Se il progetto russo Turkish Stream dovesse svilupparsi con una capacità superiore a quella necessaria per servire il mercato turco, il Tap potrebbe in futuro addirittura trasportare anche il gas russo. Infatti, una volta scaduto il regime di eccezione che garantisce al gas azero l’uso esclusivo del gasdotto per 25 anni, la capacità di questo sarà liberamente contendibile sul mercato in base alle regole del terzo pacchetto energia approvato da Bruxelles nel 2009.
L’accresciuta flessibilità infrastrutturale nell’Ue, l’evoluzione del quadro regolamentare e l’abbondanza di gas sui mercati mondiali hanno significativamente ridotto le rigidità fisiche e contrattuali alla base della vulnerabilità europea rispetto agli abusi di mercato di Gazprom. Per anni il Corridoio Sud è stato visto come l’unica possibilità di diversificare gli approvvigionamenti; ora è solo una possibilità fra le tante.
Per l’Italia, il Tap si inserisce in un piano di sviluppo di un hub mediterraneo del gas delineato dalla Strategia Energetica Nazionale del 2013, che aumenterebbe la rilevanza geopolitica del paese per i partner europei.
Roma è in una buona posizione per acquisire tale centralità, grazie alla sua capacità di importazione attraverso pipeline multiple e rigassificatori e di riesportazione verso l’Europa attraverso i recenti investimenti in reverse flow nei gasdotti che attraversano le Alpi. In questo senso vanno letti anche i piani di ampliamento della rete domestica e delle capacità di stoccaggio e il sostegno italiano a EastMed. Questo gasdotto, che porterebbe il gas israeliano e cipriota verso l’Europa, è stato inserito da Bruxelles fra i progetti di interesse comune (come il Tap).

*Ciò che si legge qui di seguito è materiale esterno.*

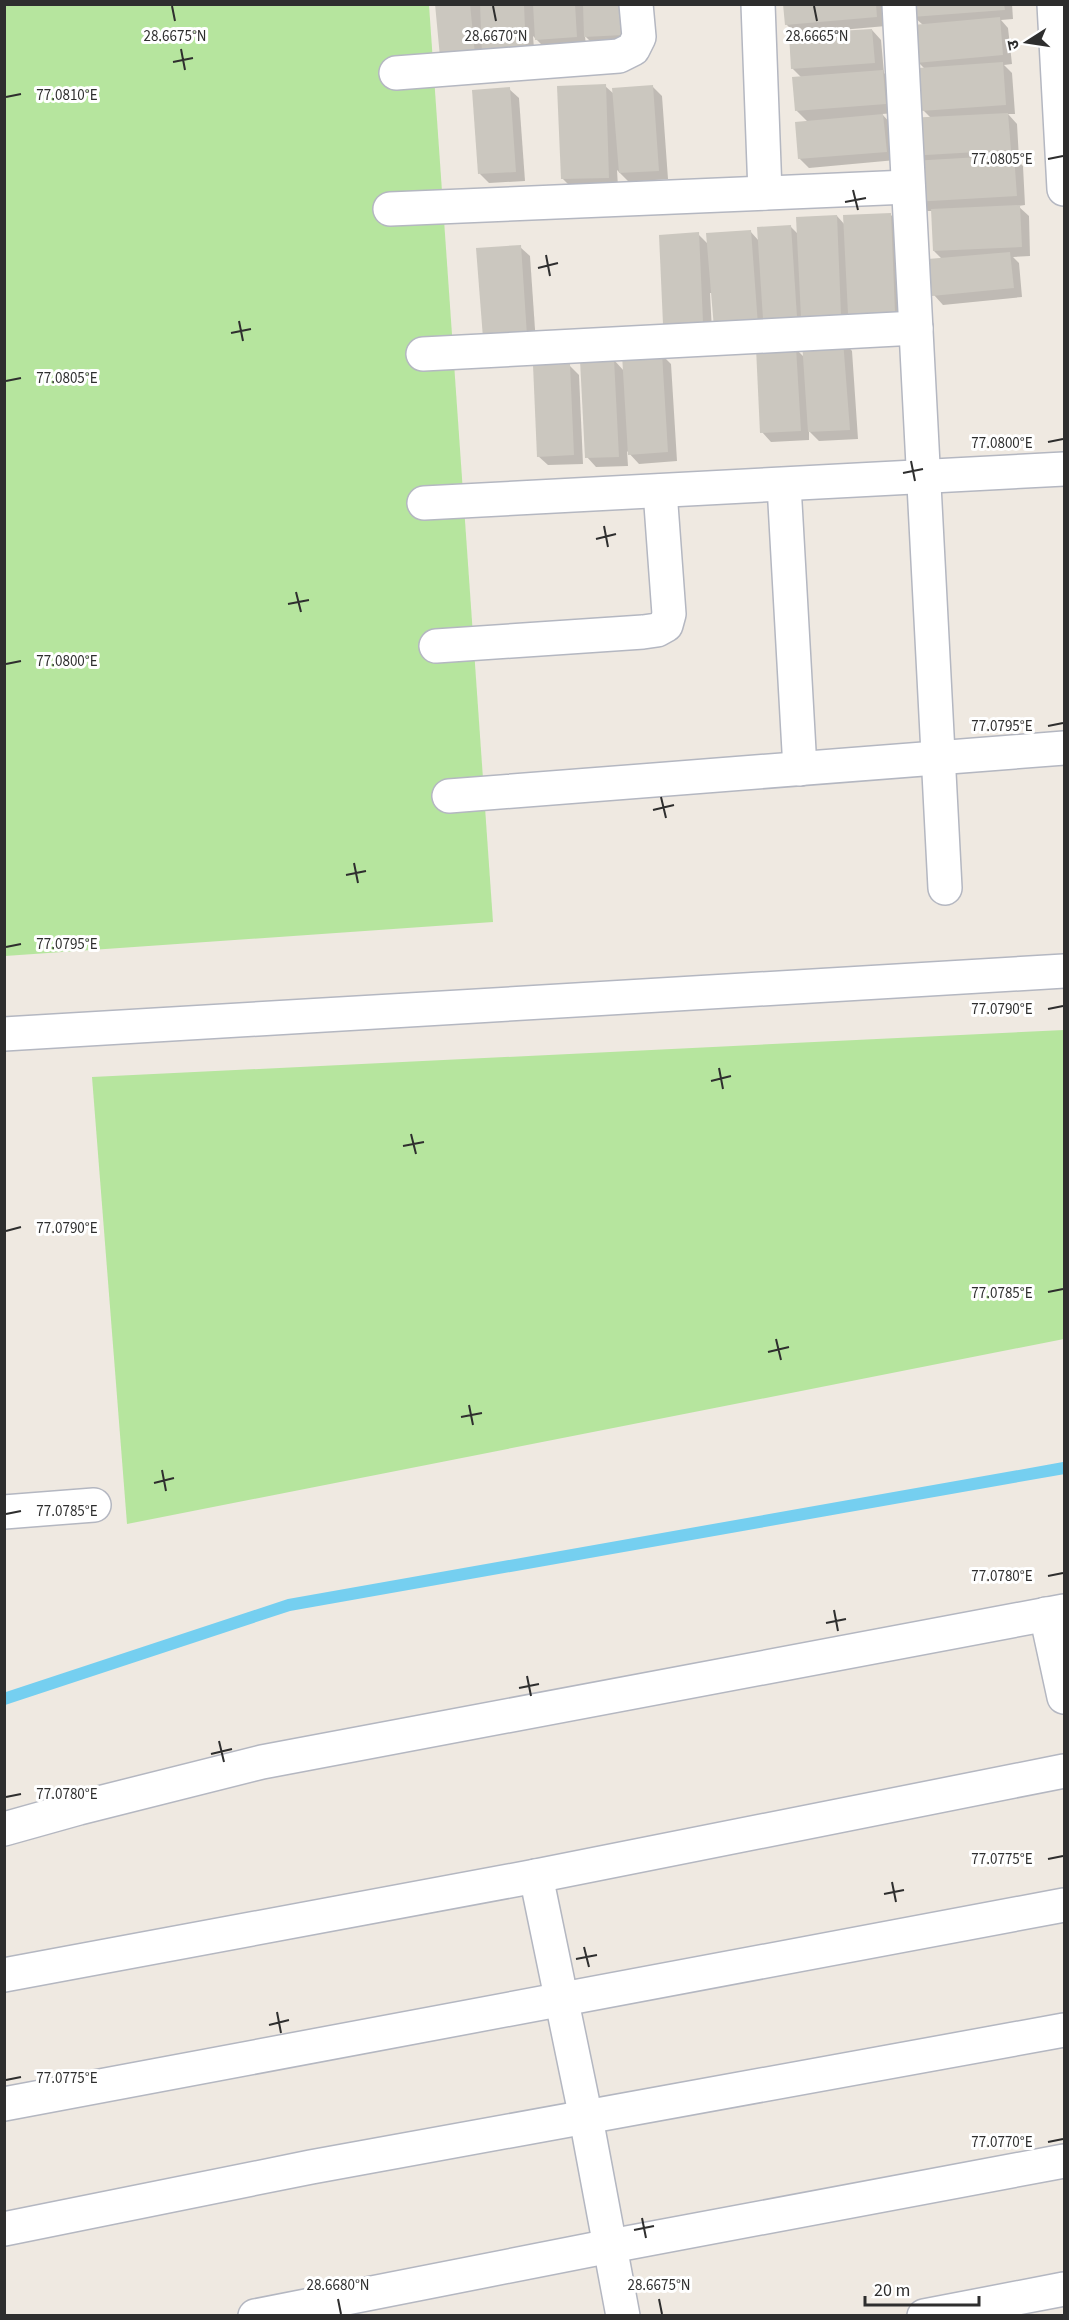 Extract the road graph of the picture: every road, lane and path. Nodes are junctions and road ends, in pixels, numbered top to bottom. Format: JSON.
{"nodes":[{"id":1,"x":636,"y":4,"type":"edge"},
{"id":2,"x":758,"y":4,"type":"edge"},
{"id":3,"x":898,"y":4,"type":"edge"},
{"id":4,"x":1054,"y":4,"type":"edge"},
{"id":5,"x":396,"y":73,"type":"dead end"},
{"id":6,"x":908,"y":187,"type":"junction"},
{"id":7,"x":1065,"y":189,"type":"edge"},
{"id":8,"x":765,"y":193,"type":"junction"},
{"id":9,"x":390,"y":209,"type":"dead end"},
{"id":10,"x":915,"y":328,"type":"junction"},
{"id":11,"x":423,"y":354,"type":"dead end"},
{"id":12,"x":1065,"y":469,"type":"edge"},
{"id":13,"x":923,"y":477,"type":"junction"},
{"id":14,"x":784,"y":485,"type":"junction"},
{"id":15,"x":660,"y":491,"type":"junction"},
{"id":16,"x":424,"y":503,"type":"dead end"},
{"id":17,"x":436,"y":646,"type":"dead end"},
{"id":18,"x":1065,"y":748,"type":"edge"},
{"id":19,"x":938,"y":758,"type":"junction"},
{"id":20,"x":800,"y":769,"type":"junction"},
{"id":21,"x":449,"y":796,"type":"dead end"},
{"id":22,"x":945,"y":888,"type":"dead end"},
{"id":23,"x":1065,"y":971,"type":"edge"},
{"id":24,"x":4,"y":1034,"type":"edge"},
{"id":25,"x":94,"y":1505,"type":"dead end"},
{"id":26,"x":4,"y":1512,"type":"edge"},
{"id":27,"x":1055,"y":1613,"type":"edge"},
{"id":28,"x":1065,"y":1697,"type":"edge"},
{"id":29,"x":1065,"y":1771,"type":"edge"},
{"id":30,"x":4,"y":1829,"type":"edge"},
{"id":31,"x":536,"y":1876,"type":"junction"},
{"id":32,"x":1065,"y":1905,"type":"edge"},
{"id":33,"x":4,"y":1975,"type":"edge"},
{"id":34,"x":562,"y":2001,"type":"junction"},
{"id":35,"x":1065,"y":2030,"type":"edge"},
{"id":36,"x":4,"y":2104,"type":"edge"},
{"id":37,"x":586,"y":2118,"type":"junction"},
{"id":38,"x":1065,"y":2161,"type":"edge"},
{"id":39,"x":4,"y":2229,"type":"edge"},
{"id":40,"x":611,"y":2246,"type":"junction"},
{"id":41,"x":1065,"y":2289,"type":"edge"},
{"id":42,"x":255,"y":2316,"type":"edge"},
{"id":43,"x":623,"y":2316,"type":"edge"},
{"id":44,"x":924,"y":2316,"type":"edge"}],
"edges":[{"from":1,"to":5,"type":"street"},
{"from":2,"to":8,"type":"street"},
{"from":3,"to":6,"type":"street"},
{"from":4,"to":7,"type":"street"},
{"from":6,"to":8,"type":"street"},
{"from":6,"to":10,"type":"street"},
{"from":8,"to":9,"type":"street"},
{"from":10,"to":11,"type":"street"},
{"from":10,"to":13,"type":"street"},
{"from":12,"to":13,"type":"street"},
{"from":13,"to":14,"type":"street"},
{"from":13,"to":19,"type":"street"},
{"from":14,"to":15,"type":"street"},
{"from":14,"to":20,"type":"street"},
{"from":15,"to":16,"type":"street"},
{"from":15,"to":17,"type":"street"},
{"from":18,"to":19,"type":"street"},
{"from":19,"to":20,"type":"street"},
{"from":19,"to":22,"type":"street"},
{"from":20,"to":21,"type":"street"},
{"from":23,"to":24,"type":"street"},
{"from":25,"to":26,"type":"street"},
{"from":27,"to":28,"type":"street"},
{"from":27,"to":30,"type":"street"},
{"from":29,"to":31,"type":"street"},
{"from":31,"to":33,"type":"street"},
{"from":31,"to":34,"type":"street"},
{"from":32,"to":34,"type":"street"},
{"from":34,"to":36,"type":"street"},
{"from":34,"to":37,"type":"street"},
{"from":35,"to":37,"type":"street"},
{"from":37,"to":39,"type":"street"},
{"from":37,"to":40,"type":"street"},
{"from":38,"to":40,"type":"street"},
{"from":40,"to":42,"type":"street"},
{"from":40,"to":43,"type":"street"},
{"from":41,"to":44,"type":"street"}]}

Fra le maggiori incognite per la futura espansione del Tap rimangono le possibilità, al momento magre, che le grandi risorse di Iran e/o Turkmenistan possano confluire nel Corridoio Sud; la possibile recrudescenza della violenza nelle provincie orientali turche, in cui attori non statuali hanno spesso attaccato le infrastrutture energetiche; e la dinamica della domanda europea di gas, alla luce dei piani veterocontinentali di decarbonizzazione e della potenziale saturazione del mercato da parte della sovracapacità russa.